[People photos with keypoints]
»»

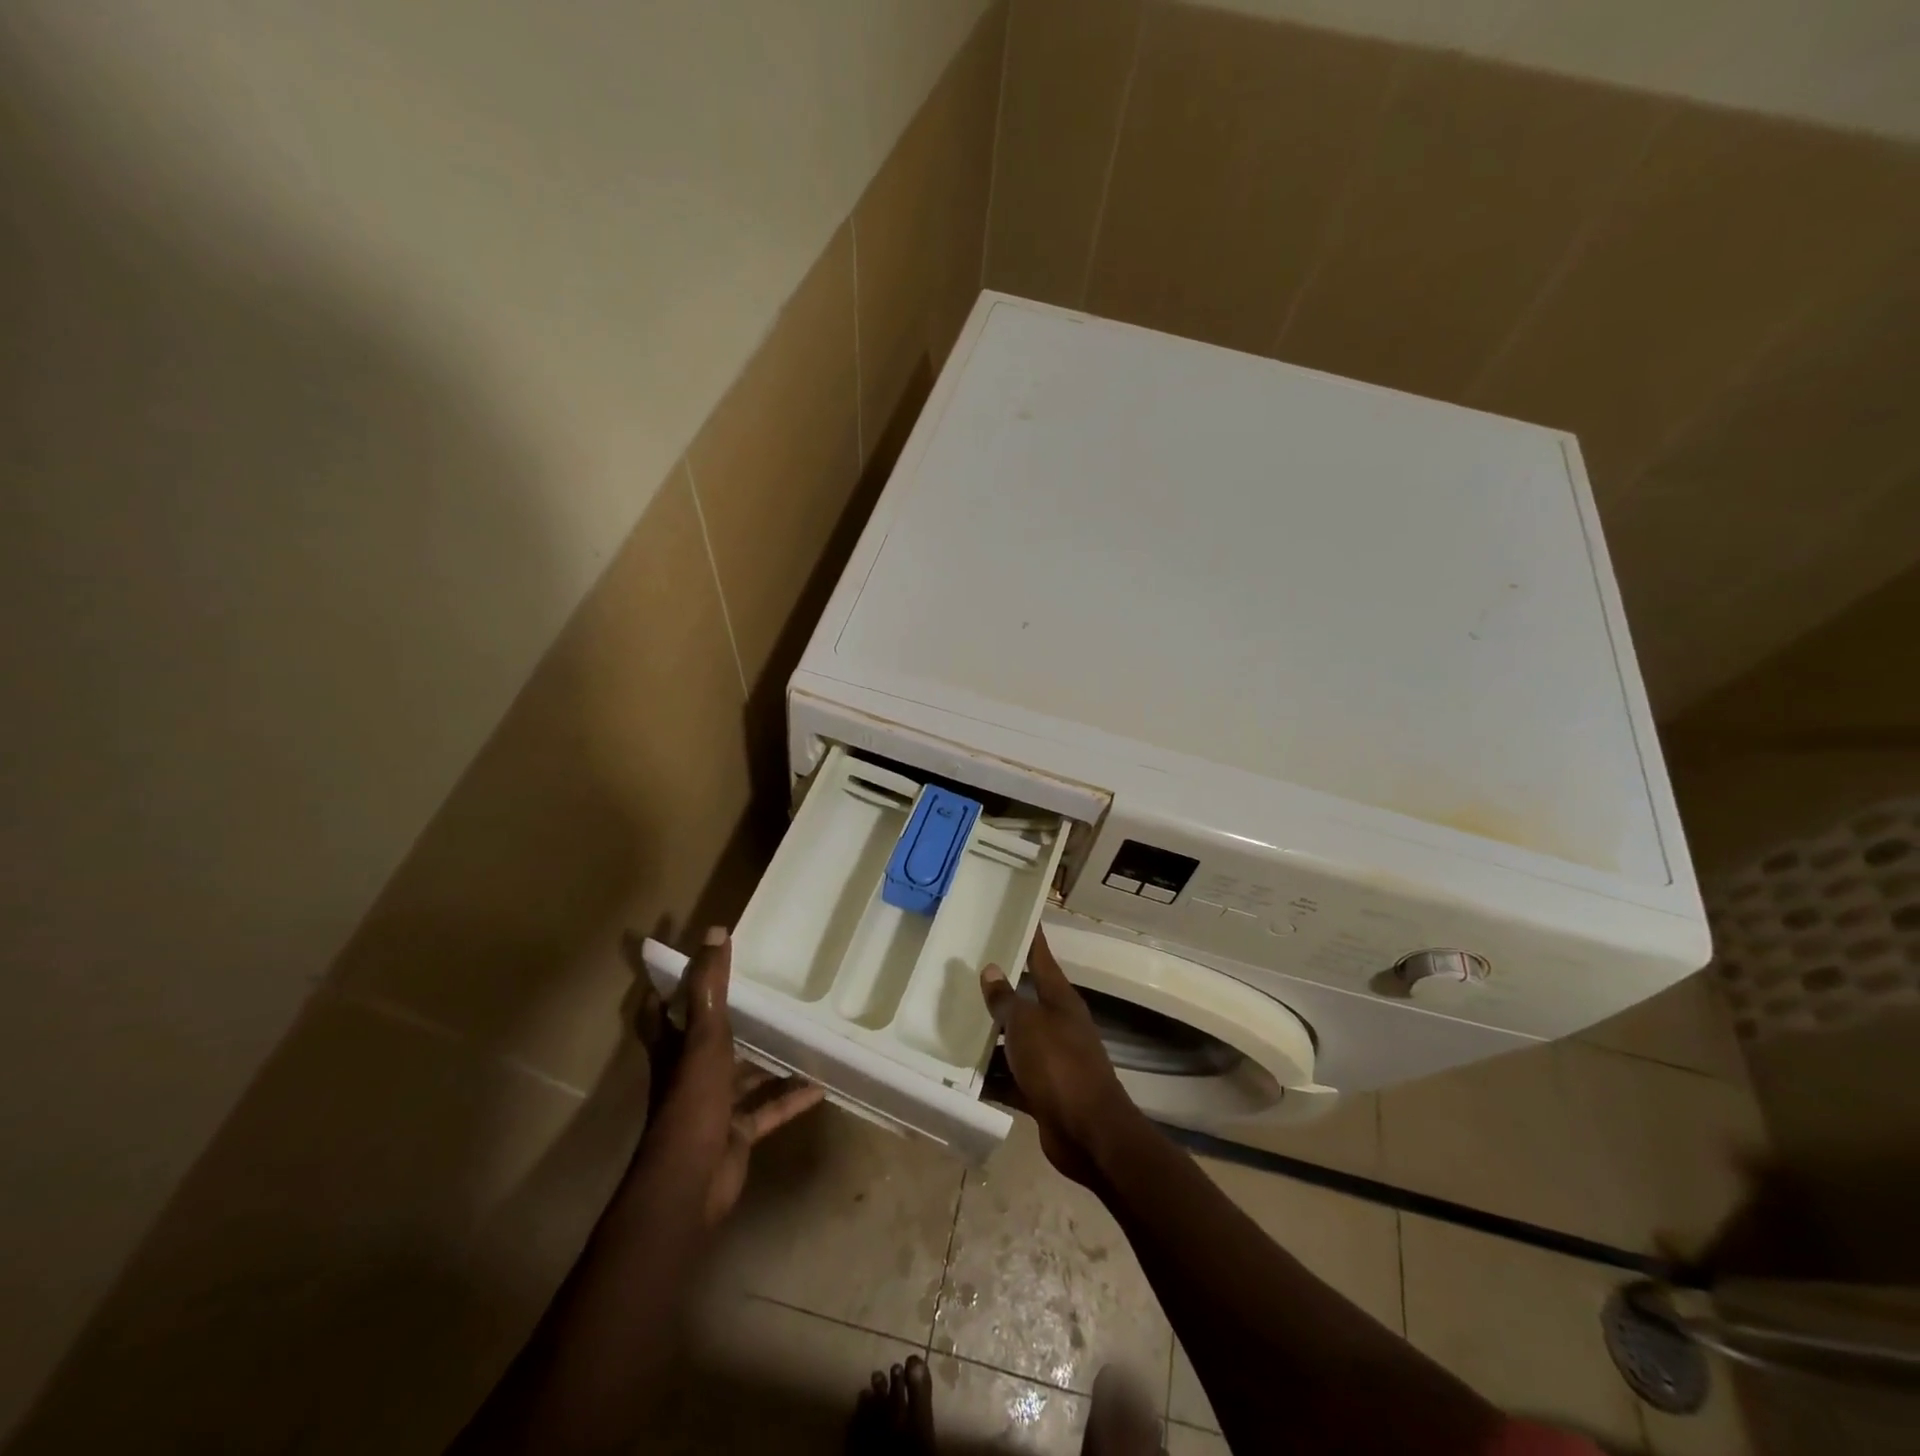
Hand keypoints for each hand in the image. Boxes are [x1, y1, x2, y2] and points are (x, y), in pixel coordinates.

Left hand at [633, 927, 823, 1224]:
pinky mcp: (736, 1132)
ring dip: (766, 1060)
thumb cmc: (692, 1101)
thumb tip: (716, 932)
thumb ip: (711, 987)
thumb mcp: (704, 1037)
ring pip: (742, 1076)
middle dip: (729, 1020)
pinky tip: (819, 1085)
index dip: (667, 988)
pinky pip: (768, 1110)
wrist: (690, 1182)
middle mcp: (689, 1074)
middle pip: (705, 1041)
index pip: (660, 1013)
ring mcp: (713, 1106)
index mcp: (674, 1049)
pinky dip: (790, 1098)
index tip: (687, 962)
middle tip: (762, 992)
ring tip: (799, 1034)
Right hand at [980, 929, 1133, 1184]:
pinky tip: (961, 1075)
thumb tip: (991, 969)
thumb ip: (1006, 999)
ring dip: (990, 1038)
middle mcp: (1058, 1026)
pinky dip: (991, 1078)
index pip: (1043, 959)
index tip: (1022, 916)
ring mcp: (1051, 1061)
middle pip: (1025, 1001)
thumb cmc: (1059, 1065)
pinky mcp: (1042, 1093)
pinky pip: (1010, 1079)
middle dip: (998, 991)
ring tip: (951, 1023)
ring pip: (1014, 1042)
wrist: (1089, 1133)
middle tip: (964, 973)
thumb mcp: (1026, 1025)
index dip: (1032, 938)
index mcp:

««

▸ WHAT YOU ARE ASKED TO DO: Start with the line above that contains "middle mcp: (689, 1074)" and stop after the line that contains "thumb ip: (1006, 999)". Output those lines exactly, and only those.

▸ OUTPUT FOR THIS TASK:
middle mcp: (689, 1074)
middle pip: (705, 1041)
index pip: (660, 1013)
ring mcp: (713, 1106)
index mcp: (674, 1049)
pinky dip: (790, 1098)
index tip: (687, 962)
middle tip: (762, 992)
ring tip: (799, 1034)
Right hand at [980, 929, 1133, 1184]:
pinky tip: (961, 1075)
thumb tip: (991, 969)
thumb ip: (1006, 999)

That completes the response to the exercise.